Scan the entries below for the word "Write" and copy every line where it turns up.

──────────────────────────────

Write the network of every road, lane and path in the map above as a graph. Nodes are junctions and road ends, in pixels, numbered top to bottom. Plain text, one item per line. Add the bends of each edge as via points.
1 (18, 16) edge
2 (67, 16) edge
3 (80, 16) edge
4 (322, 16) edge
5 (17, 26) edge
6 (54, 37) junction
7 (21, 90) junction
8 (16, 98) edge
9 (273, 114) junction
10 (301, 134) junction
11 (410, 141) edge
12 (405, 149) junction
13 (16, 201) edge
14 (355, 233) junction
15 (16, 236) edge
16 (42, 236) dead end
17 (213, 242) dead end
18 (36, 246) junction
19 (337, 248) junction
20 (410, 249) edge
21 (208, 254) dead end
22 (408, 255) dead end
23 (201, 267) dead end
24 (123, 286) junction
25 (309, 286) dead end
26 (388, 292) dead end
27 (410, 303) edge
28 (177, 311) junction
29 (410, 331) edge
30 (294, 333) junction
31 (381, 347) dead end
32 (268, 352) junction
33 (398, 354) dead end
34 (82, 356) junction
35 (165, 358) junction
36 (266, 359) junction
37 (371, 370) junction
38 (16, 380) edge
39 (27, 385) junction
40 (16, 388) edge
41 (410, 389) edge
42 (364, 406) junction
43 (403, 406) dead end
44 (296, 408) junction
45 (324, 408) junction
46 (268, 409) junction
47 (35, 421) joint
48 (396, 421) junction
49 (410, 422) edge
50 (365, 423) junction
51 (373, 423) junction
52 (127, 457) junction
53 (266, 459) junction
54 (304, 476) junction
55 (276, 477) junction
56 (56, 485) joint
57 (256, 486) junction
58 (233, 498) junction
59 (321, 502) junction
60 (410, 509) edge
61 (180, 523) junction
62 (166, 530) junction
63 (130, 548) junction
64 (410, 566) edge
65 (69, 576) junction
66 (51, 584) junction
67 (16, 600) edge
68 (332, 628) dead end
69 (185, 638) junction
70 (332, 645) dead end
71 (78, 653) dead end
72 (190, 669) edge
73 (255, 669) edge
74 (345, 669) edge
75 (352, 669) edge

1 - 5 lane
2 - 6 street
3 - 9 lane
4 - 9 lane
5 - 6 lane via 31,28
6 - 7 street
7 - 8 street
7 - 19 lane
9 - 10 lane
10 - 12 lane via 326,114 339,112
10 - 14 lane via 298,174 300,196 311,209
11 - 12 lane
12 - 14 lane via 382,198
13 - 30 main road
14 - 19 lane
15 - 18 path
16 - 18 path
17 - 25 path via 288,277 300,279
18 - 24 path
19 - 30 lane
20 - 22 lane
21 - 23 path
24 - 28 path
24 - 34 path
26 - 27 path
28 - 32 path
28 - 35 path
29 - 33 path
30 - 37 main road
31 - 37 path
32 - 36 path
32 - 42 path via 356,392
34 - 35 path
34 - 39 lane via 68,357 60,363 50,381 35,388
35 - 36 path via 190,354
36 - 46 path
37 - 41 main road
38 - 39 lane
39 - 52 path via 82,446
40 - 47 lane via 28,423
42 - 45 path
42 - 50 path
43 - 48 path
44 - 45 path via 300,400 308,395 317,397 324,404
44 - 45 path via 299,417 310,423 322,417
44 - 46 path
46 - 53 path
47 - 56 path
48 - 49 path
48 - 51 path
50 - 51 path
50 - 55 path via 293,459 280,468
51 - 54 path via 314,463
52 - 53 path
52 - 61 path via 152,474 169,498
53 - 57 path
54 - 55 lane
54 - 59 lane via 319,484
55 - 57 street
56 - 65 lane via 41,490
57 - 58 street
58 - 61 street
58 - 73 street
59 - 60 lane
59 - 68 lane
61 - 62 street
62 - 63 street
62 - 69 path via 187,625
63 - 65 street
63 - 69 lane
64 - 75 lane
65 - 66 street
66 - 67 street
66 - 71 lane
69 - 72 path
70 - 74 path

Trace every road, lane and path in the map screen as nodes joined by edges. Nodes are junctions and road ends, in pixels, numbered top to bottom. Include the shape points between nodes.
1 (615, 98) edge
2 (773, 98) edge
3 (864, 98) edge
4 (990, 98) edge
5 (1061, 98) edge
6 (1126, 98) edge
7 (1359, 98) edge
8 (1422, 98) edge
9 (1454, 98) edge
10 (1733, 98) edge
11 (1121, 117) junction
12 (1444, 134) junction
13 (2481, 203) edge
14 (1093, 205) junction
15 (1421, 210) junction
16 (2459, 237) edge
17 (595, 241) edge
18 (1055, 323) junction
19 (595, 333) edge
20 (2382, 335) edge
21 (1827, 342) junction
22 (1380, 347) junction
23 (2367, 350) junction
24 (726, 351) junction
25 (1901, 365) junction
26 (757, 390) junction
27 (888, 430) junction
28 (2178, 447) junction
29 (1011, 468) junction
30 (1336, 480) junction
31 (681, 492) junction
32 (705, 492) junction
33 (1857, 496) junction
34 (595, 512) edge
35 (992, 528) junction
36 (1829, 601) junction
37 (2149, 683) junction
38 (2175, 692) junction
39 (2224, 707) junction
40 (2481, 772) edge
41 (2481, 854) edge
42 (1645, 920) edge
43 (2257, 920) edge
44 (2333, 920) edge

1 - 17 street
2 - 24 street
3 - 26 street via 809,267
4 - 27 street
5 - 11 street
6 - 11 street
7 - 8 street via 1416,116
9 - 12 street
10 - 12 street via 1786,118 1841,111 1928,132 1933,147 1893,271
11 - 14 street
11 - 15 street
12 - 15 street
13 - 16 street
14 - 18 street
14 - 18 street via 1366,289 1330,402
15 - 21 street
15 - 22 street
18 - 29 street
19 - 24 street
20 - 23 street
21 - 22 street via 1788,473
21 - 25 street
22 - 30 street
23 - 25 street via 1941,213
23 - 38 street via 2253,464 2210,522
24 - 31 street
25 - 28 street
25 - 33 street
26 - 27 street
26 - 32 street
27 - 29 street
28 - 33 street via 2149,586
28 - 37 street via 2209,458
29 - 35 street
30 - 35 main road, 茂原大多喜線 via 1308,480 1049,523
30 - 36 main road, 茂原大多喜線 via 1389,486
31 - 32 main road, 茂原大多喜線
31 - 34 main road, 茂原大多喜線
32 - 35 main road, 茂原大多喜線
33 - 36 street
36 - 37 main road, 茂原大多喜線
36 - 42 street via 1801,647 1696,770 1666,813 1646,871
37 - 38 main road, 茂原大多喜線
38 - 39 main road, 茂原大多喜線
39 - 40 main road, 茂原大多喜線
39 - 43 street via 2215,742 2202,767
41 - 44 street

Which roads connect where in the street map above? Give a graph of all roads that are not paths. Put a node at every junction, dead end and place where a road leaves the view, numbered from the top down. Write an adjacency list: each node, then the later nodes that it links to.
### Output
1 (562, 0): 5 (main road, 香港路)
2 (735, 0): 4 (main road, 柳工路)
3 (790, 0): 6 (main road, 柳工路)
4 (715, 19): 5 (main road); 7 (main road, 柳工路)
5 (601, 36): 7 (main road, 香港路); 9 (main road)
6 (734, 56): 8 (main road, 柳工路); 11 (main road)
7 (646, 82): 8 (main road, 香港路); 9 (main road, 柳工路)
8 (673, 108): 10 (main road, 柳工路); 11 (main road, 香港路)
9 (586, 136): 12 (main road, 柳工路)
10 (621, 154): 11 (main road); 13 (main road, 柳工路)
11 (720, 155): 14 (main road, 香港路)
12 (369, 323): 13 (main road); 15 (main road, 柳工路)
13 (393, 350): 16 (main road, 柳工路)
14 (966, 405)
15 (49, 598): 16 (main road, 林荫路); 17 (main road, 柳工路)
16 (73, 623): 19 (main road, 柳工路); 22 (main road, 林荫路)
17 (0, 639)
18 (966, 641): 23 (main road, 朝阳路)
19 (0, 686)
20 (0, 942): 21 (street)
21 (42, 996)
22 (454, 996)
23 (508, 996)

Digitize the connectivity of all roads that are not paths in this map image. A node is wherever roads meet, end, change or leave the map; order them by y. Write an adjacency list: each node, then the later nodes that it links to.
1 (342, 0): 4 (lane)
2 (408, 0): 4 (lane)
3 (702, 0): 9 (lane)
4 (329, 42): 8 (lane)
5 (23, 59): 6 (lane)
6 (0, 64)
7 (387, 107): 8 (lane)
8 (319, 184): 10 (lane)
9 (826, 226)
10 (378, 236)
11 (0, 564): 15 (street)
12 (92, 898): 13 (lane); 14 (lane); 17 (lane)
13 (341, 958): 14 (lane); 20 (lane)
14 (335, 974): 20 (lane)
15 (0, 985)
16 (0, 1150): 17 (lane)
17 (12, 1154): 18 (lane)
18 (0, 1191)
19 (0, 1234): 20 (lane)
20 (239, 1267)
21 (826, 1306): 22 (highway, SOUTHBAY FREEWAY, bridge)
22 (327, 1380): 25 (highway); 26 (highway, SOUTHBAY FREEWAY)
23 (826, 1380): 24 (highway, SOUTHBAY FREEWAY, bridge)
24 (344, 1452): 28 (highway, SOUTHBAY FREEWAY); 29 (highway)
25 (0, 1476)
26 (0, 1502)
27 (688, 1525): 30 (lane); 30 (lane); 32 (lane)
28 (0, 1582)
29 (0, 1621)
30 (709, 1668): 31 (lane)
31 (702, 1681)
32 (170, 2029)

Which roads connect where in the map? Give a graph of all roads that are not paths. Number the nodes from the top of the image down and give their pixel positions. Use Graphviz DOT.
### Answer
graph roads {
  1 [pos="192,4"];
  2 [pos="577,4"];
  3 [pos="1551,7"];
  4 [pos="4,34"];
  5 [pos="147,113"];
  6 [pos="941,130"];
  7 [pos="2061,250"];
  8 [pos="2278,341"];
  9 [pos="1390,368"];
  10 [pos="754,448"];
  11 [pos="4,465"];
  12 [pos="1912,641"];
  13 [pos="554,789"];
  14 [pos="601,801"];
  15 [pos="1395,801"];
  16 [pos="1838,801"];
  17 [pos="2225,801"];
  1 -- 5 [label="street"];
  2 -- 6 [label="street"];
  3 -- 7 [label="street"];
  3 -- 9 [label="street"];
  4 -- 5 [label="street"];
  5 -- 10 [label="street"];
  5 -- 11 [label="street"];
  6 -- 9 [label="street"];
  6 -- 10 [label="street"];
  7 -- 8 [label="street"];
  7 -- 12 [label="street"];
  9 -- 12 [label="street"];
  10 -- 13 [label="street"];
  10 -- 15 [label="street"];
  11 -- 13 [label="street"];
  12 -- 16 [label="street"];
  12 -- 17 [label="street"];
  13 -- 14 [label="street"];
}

──────────────────────────────

_Expected output_:
Write the network of every road, lane and path in the map above as a graph. Nodes are junctions and road ends, in pixels, numbered top to bottom. Plain text, one item per line. Add the bends of each edge as via points.
Which roads connect where in the street map above? Give a graph of all roads that are not paths. Put a node at every junction, dead end and place where a road leaves the view, numbered from the top down. Write an adjacency list: each node, then the later nodes that it links to.
Digitize the connectivity of all roads that are not paths in this map image. A node is wherever roads meet, end, change or leave the map; order them by y. Write an adjacency list: each node, then the later nodes that it links to.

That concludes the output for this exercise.